- Origin: County Kildare, Ireland
- Genres: Indie; hip hop; pop;
- Years active: 2016–present
- Members: Max Zanga; Matt O'Baoill; DJ R3D; Aaron "The Banger" Kelly;
- Website: Official website

= Tebi Rex =

Irish hip hop duo

Tebi Rex are an Irish hip hop duo from County Kildare.

==Career==
Tebi Rex was formed in Maynooth in 2016 by Max Zanga and Matt O'Baoill. Tebi Rex's music has been described as alternative indie-hip hop pop, a sound catalysed by the duality between the duo's two styles. Max Zanga is the rapper while Matt O'Baoill is his melodic foil, providing hooks and choruses. They are part of the Word Up Collective, a collective of independent Irish artists.

Music from The Young Will Eat The Old was featured in Normal People, a television series released in 2020.
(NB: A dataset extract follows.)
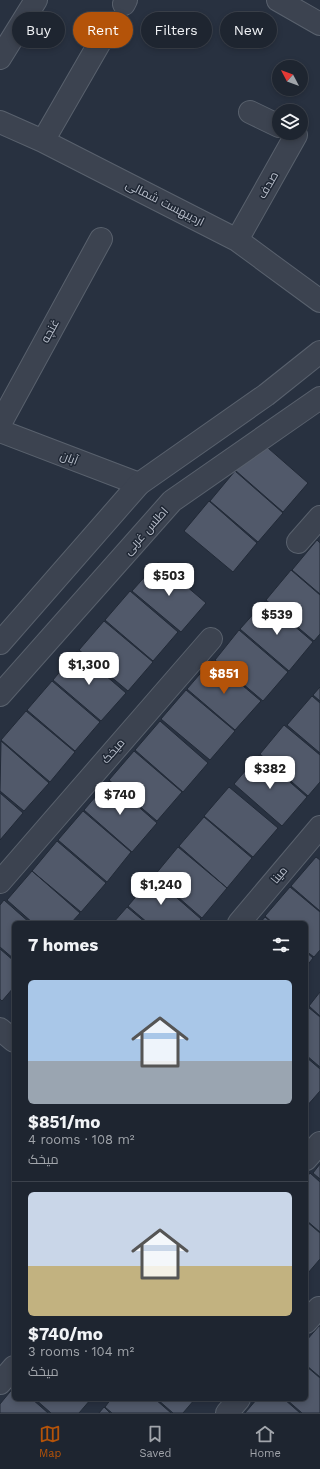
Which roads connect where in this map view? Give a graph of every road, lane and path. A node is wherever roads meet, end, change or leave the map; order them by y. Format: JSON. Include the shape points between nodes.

Tebi Rex released their second album It's Gonna Be Okay in 2021.

==Discography==
===Albums===
- The Young Will Eat the Old (2019)
- It's Gonna Be Okay (2021)
- Fin. (2025)

===Singles and EPs===
- Ducks-to-Position EP (2016)
- "Icarus" (2016)
- "She Hated Love Songs II" (2017) ft. Elkin
- Welcome to the Darkest Year of Our Adventures EP (2018)
- "Smdftb Freestyle" (2018) ft. R3D
- "Peggy's Bus" (2018)
- "No. 1 Symbol of Peace" (2019)
- "Financial Controller" (2019)
- "I Never Got Off the Bus" (2019)
- "White Boy of the Month" (2020)
- "I Got My Whole" (2020)
- Brackets EP (2020)
- "Oh It Hurts" (2021)
- "Hanging with Trees" (2021)
- "Who Asked Fatboy?" (2021) ft. Bricknasty, F3miii
- "Deadman II" (2021)
- "Deadman" (2021)
- "IMTHEBEST" (2023)
- "People Pleaser" (2023)
- Sitcom EP (2023)
- "Fin." (2025)
- "I'm cooked, I'm done." (2025) ft. Natalya O'Flaherty
- "Ireland's full." (2025)
- "Not with a fizzle fr." (2025)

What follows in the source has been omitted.